Thomas Chatterton Williams chastises Ta-Nehisi Coates for ripping Kanye West. First Coates:
When Jackson sang and danced, when West samples or rhymes, they are tapping into a power formed under all the killing, all the beatings, all the rape and plunder that made America. The gift can never wholly belong to a singular artist, free of expectation and scrutiny, because the gift is no more solely theirs than the suffering that produced it. Michael Jackson did not invent the moonwalk. When West raps, “And I basically know now, we get racially profiled / Cuffed up and hosed down, pimped up and ho’d down,” the we is instructive.
What Kanye West seeks is what Michael Jackson sought—liberation from the dictates of that we.
Is Coates seriously arguing, as he seems to be, that the desire for “liberation from the dictates of that we”—or any we, any tribe!—is ipso facto a kind of moral violation? He claims for himself, here and elsewhere, a Mullah-like authority to assert communal possession of other people he deems to be a part of his community. And when those people deviate from what Coates pronounces to be the acceptable group perspective—“West calls his struggle the right to be a ‘free thinker,’ and he is, indeed, championing a kind of freedom—a white freedom”—he claims for himself the right, not merely to refute a person’s arguments but to deracinate them entirely.

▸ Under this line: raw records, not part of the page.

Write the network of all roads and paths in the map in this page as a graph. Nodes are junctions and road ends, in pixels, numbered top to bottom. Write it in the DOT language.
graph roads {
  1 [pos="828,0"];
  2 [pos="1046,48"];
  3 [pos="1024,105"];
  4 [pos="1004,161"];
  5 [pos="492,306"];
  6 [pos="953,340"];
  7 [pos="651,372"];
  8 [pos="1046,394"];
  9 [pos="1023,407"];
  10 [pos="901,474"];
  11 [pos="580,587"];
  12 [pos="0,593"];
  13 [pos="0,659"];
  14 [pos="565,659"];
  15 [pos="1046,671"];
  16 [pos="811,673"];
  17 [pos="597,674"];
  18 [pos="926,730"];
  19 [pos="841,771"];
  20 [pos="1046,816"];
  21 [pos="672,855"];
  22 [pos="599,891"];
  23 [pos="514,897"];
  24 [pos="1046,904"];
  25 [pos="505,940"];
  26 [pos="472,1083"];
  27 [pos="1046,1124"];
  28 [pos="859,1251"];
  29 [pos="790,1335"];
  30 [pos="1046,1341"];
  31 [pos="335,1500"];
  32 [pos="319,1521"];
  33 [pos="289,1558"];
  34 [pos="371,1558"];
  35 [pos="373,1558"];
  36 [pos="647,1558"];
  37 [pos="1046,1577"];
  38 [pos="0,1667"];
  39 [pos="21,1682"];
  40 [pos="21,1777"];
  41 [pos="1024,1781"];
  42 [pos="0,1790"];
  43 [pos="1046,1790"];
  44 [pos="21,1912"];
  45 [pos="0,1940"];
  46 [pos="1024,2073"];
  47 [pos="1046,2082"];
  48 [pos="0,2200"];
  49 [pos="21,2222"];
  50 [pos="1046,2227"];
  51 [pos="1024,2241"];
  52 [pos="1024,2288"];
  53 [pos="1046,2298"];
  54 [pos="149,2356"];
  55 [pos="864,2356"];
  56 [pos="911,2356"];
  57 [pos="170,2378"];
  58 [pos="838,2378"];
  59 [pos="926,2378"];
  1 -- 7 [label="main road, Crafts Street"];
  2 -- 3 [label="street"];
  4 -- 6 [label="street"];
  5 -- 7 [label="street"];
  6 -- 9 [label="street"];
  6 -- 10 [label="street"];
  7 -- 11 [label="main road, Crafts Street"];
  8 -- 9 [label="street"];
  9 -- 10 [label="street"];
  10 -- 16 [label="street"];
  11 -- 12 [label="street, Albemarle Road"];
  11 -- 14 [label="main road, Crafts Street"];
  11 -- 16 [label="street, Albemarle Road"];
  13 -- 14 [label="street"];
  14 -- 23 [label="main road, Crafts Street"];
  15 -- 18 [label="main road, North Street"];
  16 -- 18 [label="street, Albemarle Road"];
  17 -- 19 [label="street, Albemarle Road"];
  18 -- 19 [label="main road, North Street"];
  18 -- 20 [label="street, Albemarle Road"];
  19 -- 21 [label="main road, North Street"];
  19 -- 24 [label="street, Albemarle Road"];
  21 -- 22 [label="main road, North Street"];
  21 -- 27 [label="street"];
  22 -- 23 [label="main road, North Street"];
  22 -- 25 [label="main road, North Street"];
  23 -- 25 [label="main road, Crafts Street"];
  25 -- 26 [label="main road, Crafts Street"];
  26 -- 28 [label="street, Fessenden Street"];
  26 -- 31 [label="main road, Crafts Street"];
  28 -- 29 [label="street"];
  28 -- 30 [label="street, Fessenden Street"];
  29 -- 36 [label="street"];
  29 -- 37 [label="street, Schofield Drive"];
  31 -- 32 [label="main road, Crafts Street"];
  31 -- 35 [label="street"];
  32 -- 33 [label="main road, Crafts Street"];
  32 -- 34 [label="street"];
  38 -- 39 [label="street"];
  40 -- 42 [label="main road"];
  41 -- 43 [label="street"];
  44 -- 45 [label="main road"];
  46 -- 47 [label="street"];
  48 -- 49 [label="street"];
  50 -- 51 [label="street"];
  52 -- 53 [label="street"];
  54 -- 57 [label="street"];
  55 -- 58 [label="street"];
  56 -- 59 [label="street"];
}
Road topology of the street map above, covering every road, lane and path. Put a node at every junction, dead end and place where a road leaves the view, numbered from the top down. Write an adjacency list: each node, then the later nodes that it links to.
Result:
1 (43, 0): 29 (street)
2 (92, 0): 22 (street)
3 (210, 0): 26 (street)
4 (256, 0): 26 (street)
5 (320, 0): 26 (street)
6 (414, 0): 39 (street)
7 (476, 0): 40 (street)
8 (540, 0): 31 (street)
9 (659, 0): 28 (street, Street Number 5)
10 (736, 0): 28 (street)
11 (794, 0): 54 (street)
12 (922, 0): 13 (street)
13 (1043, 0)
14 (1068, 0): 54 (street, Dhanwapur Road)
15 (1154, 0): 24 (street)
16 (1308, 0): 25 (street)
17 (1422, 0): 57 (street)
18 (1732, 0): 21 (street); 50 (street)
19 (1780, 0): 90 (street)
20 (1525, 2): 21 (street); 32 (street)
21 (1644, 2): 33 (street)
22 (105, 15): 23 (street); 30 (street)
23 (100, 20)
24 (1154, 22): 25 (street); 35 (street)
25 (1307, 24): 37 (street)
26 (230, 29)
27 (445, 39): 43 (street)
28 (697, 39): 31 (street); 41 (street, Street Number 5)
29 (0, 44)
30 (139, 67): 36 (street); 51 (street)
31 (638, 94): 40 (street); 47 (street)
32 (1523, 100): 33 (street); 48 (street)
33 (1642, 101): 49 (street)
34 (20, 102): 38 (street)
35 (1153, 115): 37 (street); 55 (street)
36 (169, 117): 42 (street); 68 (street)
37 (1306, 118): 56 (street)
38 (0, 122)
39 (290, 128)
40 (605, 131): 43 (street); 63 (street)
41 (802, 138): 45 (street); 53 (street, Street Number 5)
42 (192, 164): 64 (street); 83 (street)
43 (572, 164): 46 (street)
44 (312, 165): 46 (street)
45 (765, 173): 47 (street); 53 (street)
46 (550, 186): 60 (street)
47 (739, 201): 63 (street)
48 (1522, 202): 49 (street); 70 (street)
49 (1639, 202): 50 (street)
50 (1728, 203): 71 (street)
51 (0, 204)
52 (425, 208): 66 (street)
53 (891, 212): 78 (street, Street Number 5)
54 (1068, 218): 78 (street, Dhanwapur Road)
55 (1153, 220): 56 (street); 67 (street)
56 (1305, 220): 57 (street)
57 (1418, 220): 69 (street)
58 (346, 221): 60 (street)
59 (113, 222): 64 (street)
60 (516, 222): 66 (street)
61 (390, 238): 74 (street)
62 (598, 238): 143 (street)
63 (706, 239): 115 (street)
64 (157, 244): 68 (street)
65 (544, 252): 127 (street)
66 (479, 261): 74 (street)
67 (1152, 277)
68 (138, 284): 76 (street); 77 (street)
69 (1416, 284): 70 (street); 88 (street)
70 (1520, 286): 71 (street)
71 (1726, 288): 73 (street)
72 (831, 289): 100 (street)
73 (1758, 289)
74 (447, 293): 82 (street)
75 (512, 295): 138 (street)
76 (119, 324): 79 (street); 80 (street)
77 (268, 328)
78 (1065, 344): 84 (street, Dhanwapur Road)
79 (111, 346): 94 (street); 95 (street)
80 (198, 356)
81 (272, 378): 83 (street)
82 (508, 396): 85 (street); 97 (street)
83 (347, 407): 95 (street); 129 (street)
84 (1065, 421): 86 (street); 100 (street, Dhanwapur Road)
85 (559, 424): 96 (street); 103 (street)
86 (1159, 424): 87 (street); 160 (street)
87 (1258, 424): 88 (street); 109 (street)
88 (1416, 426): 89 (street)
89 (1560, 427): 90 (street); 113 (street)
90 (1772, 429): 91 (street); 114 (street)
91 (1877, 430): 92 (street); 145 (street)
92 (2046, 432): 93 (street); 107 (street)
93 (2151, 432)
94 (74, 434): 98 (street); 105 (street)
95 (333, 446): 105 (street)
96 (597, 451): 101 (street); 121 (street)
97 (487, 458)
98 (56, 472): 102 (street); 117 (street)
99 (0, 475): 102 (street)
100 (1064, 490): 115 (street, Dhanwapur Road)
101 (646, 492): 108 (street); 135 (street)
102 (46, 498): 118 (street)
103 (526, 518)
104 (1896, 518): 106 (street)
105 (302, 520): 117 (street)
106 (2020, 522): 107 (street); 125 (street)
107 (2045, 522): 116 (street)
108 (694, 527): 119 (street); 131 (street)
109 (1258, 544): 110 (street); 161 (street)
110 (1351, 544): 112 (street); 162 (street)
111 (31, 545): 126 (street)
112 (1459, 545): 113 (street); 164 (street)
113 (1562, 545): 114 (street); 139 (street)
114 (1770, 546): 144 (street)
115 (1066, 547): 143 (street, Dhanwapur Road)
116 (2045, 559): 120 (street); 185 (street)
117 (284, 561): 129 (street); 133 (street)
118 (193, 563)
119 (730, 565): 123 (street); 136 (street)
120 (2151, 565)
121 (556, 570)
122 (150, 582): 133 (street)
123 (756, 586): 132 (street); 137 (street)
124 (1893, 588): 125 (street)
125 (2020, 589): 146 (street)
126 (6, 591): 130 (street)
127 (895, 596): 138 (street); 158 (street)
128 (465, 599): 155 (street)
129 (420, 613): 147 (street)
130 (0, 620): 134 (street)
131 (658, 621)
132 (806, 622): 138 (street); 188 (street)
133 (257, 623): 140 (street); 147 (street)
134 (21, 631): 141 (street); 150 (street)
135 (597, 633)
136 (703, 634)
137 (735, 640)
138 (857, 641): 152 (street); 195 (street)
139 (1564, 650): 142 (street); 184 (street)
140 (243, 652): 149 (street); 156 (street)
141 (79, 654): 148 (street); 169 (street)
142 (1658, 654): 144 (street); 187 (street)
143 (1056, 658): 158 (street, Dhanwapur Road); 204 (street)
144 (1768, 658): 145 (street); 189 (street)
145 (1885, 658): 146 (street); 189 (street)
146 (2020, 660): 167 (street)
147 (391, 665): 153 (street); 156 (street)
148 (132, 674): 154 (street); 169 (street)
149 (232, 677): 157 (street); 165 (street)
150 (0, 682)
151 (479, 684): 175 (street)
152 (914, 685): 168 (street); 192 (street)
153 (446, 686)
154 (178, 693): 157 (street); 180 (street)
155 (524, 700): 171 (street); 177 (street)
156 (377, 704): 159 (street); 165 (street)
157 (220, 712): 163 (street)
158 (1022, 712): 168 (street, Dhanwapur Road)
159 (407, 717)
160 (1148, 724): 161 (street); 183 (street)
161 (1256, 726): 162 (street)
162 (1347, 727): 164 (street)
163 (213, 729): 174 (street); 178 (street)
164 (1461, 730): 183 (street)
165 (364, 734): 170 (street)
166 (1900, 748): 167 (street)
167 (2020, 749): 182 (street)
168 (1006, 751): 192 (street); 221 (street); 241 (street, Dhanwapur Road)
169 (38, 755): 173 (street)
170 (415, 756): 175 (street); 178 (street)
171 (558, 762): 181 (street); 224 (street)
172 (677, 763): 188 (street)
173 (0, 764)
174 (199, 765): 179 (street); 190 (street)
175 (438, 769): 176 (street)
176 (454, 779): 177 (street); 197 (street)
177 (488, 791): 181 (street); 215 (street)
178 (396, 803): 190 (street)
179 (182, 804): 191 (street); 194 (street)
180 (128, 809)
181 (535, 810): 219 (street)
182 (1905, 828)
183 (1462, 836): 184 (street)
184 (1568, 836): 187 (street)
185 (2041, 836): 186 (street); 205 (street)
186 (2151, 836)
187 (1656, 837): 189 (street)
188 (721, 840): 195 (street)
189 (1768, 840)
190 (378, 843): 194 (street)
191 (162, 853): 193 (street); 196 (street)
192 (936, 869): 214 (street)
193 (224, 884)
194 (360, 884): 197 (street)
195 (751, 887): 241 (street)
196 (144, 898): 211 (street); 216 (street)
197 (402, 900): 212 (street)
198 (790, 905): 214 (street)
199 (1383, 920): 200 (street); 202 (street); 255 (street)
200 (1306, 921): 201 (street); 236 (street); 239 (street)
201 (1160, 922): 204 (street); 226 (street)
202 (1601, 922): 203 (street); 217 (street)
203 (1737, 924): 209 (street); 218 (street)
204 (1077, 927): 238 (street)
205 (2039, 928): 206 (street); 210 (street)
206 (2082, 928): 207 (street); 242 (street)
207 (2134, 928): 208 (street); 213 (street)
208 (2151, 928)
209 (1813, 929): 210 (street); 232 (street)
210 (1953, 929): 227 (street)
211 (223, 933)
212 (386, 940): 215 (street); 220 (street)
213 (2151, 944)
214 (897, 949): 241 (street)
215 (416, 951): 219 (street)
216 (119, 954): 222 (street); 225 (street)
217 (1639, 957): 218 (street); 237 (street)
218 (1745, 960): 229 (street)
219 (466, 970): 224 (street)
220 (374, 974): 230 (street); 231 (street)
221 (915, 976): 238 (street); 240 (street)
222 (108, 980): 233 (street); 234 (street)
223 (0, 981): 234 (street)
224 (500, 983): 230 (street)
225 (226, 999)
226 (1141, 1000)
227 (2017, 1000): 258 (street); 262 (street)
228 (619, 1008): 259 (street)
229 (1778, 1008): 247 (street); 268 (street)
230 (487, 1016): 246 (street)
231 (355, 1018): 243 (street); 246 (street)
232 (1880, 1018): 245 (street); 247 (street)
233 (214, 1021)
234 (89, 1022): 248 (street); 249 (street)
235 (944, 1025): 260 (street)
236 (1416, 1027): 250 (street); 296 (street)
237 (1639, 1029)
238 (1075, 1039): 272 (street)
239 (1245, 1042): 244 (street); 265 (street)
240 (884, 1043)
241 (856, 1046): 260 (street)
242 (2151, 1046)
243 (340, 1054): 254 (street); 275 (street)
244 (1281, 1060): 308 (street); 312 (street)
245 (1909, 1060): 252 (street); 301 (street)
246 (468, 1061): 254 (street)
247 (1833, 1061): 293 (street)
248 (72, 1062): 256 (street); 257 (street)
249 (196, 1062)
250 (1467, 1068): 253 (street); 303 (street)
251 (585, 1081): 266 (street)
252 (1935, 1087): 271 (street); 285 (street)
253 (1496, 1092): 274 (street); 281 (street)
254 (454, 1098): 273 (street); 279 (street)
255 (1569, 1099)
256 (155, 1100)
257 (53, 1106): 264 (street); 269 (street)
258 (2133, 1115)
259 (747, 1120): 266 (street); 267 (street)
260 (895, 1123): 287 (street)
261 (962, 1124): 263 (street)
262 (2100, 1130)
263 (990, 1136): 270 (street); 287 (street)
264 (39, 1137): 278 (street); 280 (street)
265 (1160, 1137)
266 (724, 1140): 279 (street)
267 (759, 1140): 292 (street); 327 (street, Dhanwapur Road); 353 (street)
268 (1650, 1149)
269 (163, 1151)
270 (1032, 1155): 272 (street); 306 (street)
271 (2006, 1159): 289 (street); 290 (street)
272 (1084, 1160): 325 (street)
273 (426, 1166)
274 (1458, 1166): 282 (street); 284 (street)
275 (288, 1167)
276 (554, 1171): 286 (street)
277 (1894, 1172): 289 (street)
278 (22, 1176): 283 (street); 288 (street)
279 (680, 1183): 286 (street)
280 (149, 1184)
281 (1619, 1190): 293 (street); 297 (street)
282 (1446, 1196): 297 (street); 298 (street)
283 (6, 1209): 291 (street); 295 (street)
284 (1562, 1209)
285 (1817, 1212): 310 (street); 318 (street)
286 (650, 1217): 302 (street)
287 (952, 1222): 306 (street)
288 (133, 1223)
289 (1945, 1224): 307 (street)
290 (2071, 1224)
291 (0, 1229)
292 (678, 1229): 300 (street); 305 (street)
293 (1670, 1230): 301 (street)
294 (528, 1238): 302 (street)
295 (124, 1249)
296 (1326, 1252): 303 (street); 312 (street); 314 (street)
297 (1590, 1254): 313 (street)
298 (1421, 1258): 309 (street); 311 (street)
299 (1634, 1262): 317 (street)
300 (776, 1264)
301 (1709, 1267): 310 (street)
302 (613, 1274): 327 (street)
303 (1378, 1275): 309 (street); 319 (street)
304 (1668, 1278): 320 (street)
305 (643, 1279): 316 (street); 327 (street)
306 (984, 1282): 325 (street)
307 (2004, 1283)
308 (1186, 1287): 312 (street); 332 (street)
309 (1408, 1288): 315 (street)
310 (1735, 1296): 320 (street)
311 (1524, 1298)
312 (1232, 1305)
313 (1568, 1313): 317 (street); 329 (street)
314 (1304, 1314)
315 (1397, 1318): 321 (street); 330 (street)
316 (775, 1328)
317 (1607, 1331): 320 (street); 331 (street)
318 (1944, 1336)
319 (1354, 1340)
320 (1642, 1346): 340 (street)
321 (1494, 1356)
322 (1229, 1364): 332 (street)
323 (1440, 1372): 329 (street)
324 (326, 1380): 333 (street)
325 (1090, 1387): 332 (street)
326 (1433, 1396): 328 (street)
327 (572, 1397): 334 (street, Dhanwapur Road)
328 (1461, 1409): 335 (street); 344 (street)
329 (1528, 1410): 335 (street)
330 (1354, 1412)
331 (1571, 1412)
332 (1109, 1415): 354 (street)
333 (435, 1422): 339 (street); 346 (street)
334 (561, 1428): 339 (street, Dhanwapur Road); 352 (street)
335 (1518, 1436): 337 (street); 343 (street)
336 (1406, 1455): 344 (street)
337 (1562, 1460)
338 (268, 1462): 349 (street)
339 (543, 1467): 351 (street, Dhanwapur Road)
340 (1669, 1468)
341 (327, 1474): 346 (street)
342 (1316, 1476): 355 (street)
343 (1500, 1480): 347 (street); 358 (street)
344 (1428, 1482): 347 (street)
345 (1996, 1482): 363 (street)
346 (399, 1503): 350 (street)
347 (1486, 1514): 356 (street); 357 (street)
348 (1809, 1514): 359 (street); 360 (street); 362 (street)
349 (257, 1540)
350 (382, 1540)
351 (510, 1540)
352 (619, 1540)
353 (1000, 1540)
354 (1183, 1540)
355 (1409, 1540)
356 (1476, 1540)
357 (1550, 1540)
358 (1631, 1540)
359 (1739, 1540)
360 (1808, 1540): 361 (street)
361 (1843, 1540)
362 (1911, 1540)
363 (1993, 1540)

More chilling than the essay has been the rapturous response it has generated among many white liberals who seem somehow too eager to reinforce its dire racial proscriptions. It is undeniable that West has gotten an astonishing amount wrong, but one thing he gets just right is this: Too many people of all persuasions act as though there are views, based on one’s perceived identity alone, that others must share. No matter what else might be said, that is an extraordinarily warped view of freedom.
Unlike many other West European countries, and very much unlike English-speaking immigrant societies such as the United States, Canada or Australia, France has intentionally avoided implementing “race-conscious” policies. There are no public policies in France that target benefits or confer recognition on groups defined as races. For many Frenchmen, the very term race sends a shiver running down their spines, since it tends to recall the atrocities of Nazi Germany and the complicity of France’s Vichy regime in deporting Jews to concentration camps. Race is such a taboo term that a 1978 law specifically banned the collection and computerized storage of race-based data without the express consent of the interviewees or a waiver by a state committee. France therefore collects no census or other data on the race (or ethnicity) of its citizens. . . .
France has maintained its official color-blind approach to race relations in spite of growing numbers of ethnic minorities on its territory and in contrast to other European countries facing similar demographic shifts. In part, this tendency can be explained by the Revolutionary and Republican traditions of treating all citizens equally before the law. In part, this can be accounted for by the memory of France’s Vichy history and by the fears among the mainstream political class of a revival of far-right politics as embodied by the National Front.
Another reason for American exceptionalism. Identifying people by race has implications for Europe that it does not for the United States, except of course that Jim Crow was a policy that relied on racial identity. Martin Luther King Jr.’s hope for “content of character” prevailing over “color of skin” may have actually shared more with post-Vichy France than pre-Civil Rights America.